Poor leaders suck the accomplishment out of everything, they make you feel like your best is never good enough, they do not properly acknowledge the fruits of their employees’ labour and even as a mechanic or craftsperson if what you produce is not recognized as having any value, then the sense of accomplishment is diminished. I wish I could say these types of leaders were rare, but they are not. And as I contend here, if they were rare, “work” wouldn’t have such a bad rap. Sad to say, but in my now 30+ years of working in maintenance and service, I have witnessed many more maintenance managers and supervisors unfit to lead people than I have great leadership from these rolls.

Great leaders create teams and cultures that feed a sense of purpose, accomplishment and belonging and when people are filled with a sense of purpose, accomplishment and belonging, they enjoy what they do, and they thrive. In my industry this should be easy for leaders, the sense of accomplishment is right in the work. Typically, the supervisor or manager simply must get out of the way of his employees while actively training, mentoring and supporting them. In other industries and jobs where perhaps there is a lack of daily accomplishment in the work itself, data entry for example where there is always more data to enter, and the database is never finished, the sense of accomplishment is the positive culture itself. Working as a team, supporting one another, establishing and maintaining positive relationships between team members and enjoying the fruits of those accomplishments. Then low and behold, the drudgery disappears into the sense of belonging.

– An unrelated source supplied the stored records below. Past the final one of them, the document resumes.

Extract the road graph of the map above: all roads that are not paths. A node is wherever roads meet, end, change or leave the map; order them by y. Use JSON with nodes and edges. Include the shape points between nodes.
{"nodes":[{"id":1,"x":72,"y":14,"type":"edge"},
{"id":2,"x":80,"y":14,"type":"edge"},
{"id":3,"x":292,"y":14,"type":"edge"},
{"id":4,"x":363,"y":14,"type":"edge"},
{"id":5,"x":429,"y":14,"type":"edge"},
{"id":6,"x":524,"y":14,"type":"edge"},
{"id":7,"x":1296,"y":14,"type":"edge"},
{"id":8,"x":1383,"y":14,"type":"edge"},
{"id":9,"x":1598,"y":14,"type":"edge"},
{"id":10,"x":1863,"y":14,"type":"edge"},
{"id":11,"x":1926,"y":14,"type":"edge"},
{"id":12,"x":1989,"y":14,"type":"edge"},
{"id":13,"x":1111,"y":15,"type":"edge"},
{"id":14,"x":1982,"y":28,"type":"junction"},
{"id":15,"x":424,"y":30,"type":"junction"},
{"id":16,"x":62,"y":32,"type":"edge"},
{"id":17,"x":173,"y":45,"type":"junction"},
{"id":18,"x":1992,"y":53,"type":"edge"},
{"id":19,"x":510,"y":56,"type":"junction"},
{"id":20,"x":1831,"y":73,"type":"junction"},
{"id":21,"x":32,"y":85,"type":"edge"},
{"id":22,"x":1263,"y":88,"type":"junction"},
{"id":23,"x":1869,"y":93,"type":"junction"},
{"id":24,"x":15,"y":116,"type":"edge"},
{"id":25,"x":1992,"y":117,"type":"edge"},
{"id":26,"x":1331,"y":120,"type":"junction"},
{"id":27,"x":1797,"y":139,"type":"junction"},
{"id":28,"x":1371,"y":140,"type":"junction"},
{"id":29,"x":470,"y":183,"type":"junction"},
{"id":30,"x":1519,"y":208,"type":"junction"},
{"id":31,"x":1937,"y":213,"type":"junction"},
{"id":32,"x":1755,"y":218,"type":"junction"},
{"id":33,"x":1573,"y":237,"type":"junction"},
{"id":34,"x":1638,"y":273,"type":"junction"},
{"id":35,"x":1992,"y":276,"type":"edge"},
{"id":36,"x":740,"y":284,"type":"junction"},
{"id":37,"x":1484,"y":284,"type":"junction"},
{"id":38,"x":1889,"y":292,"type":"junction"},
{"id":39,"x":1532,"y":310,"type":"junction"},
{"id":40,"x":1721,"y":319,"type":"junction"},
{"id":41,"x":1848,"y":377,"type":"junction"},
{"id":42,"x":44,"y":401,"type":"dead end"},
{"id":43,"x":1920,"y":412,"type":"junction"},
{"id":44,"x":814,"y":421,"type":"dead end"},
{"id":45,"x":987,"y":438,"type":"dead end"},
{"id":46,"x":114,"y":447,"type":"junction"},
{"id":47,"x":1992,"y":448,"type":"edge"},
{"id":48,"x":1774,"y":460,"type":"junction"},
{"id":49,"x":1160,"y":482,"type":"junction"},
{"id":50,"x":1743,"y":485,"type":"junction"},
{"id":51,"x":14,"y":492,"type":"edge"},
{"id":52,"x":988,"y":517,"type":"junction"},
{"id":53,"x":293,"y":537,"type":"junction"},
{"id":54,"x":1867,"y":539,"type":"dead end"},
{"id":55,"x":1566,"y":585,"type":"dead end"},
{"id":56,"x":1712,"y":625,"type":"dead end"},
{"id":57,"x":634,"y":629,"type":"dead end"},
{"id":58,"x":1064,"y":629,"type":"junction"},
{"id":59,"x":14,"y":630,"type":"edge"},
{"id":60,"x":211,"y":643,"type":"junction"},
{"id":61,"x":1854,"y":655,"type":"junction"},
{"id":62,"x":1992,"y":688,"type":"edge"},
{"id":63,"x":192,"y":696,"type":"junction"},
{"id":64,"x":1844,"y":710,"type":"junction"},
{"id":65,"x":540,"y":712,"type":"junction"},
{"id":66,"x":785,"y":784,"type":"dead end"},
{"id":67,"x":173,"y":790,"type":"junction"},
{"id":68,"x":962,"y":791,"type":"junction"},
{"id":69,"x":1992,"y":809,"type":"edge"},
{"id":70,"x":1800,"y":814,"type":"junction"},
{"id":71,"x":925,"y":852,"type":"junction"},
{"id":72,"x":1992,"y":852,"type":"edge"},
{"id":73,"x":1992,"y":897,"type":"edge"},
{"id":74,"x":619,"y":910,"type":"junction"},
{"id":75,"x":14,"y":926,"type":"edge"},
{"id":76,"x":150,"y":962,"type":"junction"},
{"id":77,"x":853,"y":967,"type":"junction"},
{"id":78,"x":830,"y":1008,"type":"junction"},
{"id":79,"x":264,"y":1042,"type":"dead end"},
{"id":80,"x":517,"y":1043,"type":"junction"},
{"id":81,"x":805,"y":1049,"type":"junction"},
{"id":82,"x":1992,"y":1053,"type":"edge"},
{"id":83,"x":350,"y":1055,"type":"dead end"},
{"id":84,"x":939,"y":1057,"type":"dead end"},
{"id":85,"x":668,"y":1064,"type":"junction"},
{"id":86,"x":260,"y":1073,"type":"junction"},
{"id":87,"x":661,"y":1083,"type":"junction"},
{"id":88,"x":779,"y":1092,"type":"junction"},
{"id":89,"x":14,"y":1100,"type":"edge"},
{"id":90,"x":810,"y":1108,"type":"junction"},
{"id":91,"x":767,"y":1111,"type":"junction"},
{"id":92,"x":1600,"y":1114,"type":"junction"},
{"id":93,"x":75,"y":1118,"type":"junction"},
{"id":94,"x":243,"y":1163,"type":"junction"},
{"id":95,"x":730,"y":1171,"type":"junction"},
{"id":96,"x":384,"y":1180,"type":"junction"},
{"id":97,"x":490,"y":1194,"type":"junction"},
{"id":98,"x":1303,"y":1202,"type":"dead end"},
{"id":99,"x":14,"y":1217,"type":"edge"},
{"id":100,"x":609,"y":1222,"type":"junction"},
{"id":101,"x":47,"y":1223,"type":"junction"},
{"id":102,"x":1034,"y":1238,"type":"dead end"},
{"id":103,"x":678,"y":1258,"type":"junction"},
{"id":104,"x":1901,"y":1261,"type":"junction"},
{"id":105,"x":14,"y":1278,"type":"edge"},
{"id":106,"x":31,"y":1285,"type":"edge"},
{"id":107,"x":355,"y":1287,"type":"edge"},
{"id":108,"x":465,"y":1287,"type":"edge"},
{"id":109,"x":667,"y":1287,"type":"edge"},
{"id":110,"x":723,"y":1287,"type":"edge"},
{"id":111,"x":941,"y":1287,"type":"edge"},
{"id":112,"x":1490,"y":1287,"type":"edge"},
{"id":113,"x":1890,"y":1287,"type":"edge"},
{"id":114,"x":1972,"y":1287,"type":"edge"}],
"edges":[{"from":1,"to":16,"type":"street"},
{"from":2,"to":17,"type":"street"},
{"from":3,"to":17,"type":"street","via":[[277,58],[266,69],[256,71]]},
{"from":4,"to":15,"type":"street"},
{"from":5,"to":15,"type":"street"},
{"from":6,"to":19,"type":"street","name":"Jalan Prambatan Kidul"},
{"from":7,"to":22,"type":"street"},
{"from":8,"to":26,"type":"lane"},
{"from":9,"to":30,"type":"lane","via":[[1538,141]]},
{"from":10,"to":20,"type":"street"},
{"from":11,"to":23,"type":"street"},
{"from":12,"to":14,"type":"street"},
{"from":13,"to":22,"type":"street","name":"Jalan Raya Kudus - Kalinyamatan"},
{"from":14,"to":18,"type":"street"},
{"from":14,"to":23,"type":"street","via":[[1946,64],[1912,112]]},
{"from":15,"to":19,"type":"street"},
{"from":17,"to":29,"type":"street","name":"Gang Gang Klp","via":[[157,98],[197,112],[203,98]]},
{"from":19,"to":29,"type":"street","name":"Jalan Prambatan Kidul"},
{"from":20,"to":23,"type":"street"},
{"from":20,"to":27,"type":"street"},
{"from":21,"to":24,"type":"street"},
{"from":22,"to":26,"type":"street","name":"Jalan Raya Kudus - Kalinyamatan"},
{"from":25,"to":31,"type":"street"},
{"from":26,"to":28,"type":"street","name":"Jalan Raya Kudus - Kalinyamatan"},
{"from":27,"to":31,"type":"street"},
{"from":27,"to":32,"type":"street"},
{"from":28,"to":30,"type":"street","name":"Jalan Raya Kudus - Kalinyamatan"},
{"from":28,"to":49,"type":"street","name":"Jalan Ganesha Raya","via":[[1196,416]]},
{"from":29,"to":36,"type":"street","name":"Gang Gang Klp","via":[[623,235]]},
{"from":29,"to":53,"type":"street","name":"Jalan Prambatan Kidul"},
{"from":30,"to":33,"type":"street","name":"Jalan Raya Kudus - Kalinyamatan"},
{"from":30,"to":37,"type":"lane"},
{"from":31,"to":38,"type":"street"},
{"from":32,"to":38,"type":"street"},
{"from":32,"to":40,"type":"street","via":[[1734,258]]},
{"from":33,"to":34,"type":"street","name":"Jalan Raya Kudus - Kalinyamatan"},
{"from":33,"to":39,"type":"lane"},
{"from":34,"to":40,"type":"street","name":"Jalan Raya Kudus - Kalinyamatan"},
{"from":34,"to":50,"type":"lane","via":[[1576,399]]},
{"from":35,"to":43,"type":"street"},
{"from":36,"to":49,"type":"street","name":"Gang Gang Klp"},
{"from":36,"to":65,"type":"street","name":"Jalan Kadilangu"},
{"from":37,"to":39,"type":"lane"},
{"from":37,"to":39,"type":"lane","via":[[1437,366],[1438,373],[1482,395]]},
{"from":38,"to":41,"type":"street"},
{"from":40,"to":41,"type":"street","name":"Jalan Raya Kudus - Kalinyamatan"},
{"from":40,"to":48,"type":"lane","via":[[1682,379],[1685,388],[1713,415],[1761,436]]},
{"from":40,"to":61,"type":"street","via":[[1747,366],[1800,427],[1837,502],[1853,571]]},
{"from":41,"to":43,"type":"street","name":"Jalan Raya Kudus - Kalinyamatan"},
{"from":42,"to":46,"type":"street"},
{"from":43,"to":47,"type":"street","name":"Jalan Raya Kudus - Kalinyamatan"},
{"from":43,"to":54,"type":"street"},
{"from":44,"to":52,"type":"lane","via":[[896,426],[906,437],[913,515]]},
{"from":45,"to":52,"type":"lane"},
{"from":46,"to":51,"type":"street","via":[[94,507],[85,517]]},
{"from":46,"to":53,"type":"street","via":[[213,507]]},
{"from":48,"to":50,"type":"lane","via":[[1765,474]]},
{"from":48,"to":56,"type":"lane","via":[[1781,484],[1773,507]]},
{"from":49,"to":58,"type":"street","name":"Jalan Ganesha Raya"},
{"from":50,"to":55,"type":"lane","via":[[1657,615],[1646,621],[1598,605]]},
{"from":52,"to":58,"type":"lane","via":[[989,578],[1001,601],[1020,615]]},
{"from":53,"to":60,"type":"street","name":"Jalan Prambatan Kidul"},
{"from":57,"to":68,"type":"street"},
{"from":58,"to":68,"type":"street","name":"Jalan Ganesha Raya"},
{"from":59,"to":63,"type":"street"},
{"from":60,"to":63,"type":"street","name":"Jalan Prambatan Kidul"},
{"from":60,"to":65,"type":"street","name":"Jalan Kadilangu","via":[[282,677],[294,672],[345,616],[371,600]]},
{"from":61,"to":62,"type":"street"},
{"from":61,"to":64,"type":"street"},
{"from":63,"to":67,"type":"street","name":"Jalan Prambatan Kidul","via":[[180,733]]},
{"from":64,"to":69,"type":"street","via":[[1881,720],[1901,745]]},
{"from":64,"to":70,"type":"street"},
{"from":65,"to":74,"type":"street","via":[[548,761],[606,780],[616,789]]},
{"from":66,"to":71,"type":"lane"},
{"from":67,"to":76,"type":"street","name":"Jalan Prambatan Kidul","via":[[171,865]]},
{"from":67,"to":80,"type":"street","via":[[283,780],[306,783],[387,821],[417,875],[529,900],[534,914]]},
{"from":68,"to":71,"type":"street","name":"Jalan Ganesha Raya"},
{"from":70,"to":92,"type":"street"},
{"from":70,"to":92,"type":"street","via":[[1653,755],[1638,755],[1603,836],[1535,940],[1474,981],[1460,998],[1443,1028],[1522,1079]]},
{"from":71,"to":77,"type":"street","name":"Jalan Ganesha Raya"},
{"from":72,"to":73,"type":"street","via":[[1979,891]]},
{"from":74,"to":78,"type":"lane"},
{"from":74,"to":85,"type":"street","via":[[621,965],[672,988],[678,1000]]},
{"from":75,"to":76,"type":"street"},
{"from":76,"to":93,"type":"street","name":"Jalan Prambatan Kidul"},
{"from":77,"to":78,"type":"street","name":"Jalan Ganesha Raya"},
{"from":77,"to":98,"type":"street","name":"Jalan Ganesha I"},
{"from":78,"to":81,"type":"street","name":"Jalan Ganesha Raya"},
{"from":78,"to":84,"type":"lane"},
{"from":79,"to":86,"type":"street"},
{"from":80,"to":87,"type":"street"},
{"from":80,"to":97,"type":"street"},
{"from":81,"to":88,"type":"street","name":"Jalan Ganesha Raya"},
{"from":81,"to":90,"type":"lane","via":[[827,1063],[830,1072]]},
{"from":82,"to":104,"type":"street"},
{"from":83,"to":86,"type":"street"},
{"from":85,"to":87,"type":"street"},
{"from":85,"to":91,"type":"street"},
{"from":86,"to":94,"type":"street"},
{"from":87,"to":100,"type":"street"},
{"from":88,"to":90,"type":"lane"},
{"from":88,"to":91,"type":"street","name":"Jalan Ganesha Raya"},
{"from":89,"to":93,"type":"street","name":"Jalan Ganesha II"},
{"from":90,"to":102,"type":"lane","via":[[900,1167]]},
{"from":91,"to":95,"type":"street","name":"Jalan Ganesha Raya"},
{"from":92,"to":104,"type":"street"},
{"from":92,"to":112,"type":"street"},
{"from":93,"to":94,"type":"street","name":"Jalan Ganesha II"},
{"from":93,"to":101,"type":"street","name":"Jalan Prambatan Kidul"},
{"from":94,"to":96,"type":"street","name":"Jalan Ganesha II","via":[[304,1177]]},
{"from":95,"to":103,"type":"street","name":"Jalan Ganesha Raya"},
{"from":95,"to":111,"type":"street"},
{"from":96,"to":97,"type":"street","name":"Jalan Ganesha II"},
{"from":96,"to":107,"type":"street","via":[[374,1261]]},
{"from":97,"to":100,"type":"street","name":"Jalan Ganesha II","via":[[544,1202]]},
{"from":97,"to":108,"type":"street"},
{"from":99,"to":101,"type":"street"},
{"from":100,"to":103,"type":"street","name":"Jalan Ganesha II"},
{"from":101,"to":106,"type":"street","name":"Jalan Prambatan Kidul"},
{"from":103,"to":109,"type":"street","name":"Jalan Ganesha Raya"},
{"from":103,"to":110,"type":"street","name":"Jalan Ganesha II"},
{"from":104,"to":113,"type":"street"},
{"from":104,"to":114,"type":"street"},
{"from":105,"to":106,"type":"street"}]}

It is shocking how many supposed “leaders” can’t do this. Managing instead with narcissism and an attitude that employees are there to serve them, pitting staff against one another and creating divisions and silos within organizations. And it is shameful how many companies promote such people and reward such attitudes. It is one of the reasons I work for myself these days and I believe one of the reasons many companies complain about not being able to find “good people”. Good people don’t want to work with your terrible leaders.

I would say it is not a matter of loving what you do to avoid feeling like you are working, but a case of feeling like you belong and are appreciated and avoiding the soul-sucking drudgery caused by weak leaders that diminishes or negates a sense of accomplishment and gives “work” a bad name.